La tropa republicana se tomó la cabeza con las manos. No podía creerlo. No era la primera vez que el presidente de Estados Unidos, Donald Trump, aseguraba que confía más en su par de Rusia, Vladimir Putin, que en los servicios de inteligencia de su país. Esta vez cobró otra dimensión. En el mano a mano en el Palacio Presidencial de Helsinki, Trump se defendió de las investigaciones sobre la injerencia rusa en las elecciones de 2016, pero quedó a merced de Putin como si fuera apenas un aprendiz. Su aprendiz.

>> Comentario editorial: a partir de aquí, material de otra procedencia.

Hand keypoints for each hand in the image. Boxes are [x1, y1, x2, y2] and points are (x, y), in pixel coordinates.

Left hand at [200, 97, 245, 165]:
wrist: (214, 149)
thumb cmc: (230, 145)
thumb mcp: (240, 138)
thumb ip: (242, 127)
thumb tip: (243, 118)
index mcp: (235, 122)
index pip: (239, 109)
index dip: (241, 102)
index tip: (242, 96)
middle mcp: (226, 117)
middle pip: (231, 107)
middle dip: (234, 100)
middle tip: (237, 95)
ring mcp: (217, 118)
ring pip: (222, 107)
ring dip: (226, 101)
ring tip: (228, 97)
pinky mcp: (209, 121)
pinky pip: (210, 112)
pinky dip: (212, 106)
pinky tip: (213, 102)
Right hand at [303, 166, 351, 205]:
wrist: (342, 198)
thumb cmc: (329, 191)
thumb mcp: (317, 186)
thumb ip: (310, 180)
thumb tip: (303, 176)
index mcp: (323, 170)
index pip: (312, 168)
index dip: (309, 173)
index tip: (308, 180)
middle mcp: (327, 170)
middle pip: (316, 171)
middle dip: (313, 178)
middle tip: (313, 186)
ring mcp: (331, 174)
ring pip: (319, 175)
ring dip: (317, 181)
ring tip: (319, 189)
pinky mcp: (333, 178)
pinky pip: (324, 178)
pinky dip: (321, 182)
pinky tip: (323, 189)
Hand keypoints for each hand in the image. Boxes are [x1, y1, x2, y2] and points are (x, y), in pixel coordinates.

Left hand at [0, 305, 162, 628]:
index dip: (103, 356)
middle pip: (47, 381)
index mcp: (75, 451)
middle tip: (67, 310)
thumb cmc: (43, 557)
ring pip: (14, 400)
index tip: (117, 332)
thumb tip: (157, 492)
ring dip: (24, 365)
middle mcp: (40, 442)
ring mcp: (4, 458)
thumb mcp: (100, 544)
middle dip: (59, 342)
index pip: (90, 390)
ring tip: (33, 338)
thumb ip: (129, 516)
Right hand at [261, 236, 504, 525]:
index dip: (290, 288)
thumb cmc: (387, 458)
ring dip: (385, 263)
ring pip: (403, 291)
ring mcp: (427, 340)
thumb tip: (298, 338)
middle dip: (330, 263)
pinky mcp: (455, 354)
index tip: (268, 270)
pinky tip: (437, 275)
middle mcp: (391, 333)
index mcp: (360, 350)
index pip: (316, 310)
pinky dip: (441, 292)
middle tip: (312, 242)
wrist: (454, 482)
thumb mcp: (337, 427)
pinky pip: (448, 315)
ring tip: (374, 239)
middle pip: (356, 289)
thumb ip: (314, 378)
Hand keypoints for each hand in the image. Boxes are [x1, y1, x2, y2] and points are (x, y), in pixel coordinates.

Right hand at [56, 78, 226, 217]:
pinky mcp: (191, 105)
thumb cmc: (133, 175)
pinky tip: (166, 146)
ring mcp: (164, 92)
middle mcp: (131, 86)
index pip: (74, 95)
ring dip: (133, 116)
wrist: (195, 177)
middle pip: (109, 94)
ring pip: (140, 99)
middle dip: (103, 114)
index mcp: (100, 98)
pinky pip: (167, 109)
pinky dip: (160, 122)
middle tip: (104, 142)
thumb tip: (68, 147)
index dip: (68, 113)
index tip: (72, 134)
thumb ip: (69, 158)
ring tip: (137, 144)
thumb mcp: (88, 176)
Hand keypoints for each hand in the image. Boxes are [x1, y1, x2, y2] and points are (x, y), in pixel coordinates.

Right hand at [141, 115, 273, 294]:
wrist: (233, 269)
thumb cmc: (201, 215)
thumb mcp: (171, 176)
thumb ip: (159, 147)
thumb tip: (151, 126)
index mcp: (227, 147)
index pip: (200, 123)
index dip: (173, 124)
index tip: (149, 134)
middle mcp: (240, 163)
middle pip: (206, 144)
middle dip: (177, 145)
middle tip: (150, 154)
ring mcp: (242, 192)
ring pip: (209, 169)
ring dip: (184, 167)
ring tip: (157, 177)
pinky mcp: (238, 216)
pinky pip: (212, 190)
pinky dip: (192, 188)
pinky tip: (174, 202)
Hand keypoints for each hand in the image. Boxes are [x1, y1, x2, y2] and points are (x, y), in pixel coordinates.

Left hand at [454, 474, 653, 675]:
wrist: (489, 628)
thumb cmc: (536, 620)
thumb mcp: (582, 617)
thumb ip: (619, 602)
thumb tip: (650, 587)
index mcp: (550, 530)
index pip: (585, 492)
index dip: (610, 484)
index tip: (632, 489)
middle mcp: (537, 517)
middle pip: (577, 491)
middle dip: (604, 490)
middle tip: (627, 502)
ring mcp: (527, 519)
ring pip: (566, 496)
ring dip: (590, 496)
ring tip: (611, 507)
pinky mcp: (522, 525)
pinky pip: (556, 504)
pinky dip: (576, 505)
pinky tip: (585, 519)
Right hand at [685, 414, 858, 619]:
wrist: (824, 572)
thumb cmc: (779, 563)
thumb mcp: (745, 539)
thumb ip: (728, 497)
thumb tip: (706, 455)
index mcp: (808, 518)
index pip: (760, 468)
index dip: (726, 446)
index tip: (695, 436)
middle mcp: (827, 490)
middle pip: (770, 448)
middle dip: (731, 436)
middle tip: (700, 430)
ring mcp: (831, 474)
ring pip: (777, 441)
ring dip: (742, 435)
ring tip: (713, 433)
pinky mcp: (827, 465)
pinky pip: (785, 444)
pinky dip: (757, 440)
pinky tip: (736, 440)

Una vergüenza para muchos, incluido el presidente de la Cámara de Representantes, Paul Ryan, siempre conciliador. Esa debilidad de Trump por los autócratas, como Kim Jong-un, Abdel Fatah al Sisi y Rodrigo Duterte, pudo llevarlo a contradecir a su propio gobierno. El director de la CIA, Daniel Coats, no salía de su asombro: “Hemos sido claros en nuestras valoraciones de la injerencia rusa en las elecciones de 2016 y en sus intentos generalizados de socavar nuestra democracia”. Poco pareció importarle a Trump, así como las críticas de John Brennan, director de la agencia entre 2013 y 2017: “La actuación de Donald Trump en la rueda de prensa de Helsinki excede los delitos graves y faltas. No ha sido menos que traición”.
Pasmo, más que traición. Trump introdujo una simetría moral entre Estados Unidos y Rusiaimpensable hasta para Putin. Pasó por alto la decisión de su colega ruso de apropiarse en 2014 de la península de Crimea, perteneciente a Ucrania, y su complicidad con Bashar al Assad, responsable de la masacre y del éxodo de millones de sirios. También soslayó la acusación del fiscal general de Estados Unidos, Robert Mueller, contra 12 agentes de inteligencia rusos por robar y divulgar documentos del equipo de campaña de Hillary Clinton con el fin de “interferir” en las presidenciales de 2016.
Pudo ser para perjudicar a Hillary, pero, de ser cierto, terminó favoreciendo a Trump. La inteligencia, precisamente, no es ajena a Putin, espía del Comité de Seguridad del Estado (KGB) en la República Democrática Alemana de los años ochenta. La comunista, regida por la extinta Unión Soviética. Ese pasado, no exento del fracaso, pesó más en la reunión bilateral que los magníficos negocios inmobiliarios de Trump. Un ególatra que, a los ojos de los suyos, republicanos y demócratas, sólo se mostró interesado en zafar de las sospechas de colusión. Hasta sonrió cuando Putin admitió que esperaba que ganara las elecciones.
Era mejor que Hillary, empeñada en sancionar a Rusia por la anexión de Crimea como secretaria de Estado de Barack Obama. La caza de brujas, como llama Trump a la investigación de Mueller, incluye delitos informáticos, robo de identidad y lavado de dinero de espías rusos que utilizaron servidores en Estados Unidos para ventilar la información robada. WikLeaks se prestó al juego que, obviamente, Putin negó durante la cumbre con Trump en la residencia de la dinastía Romanov durante los años en que Finlandia era parte de Rusia como un gran ducado autónomo, entre 1809 y 1917. La era de los zares, entrañable para un nostálgico del imperio.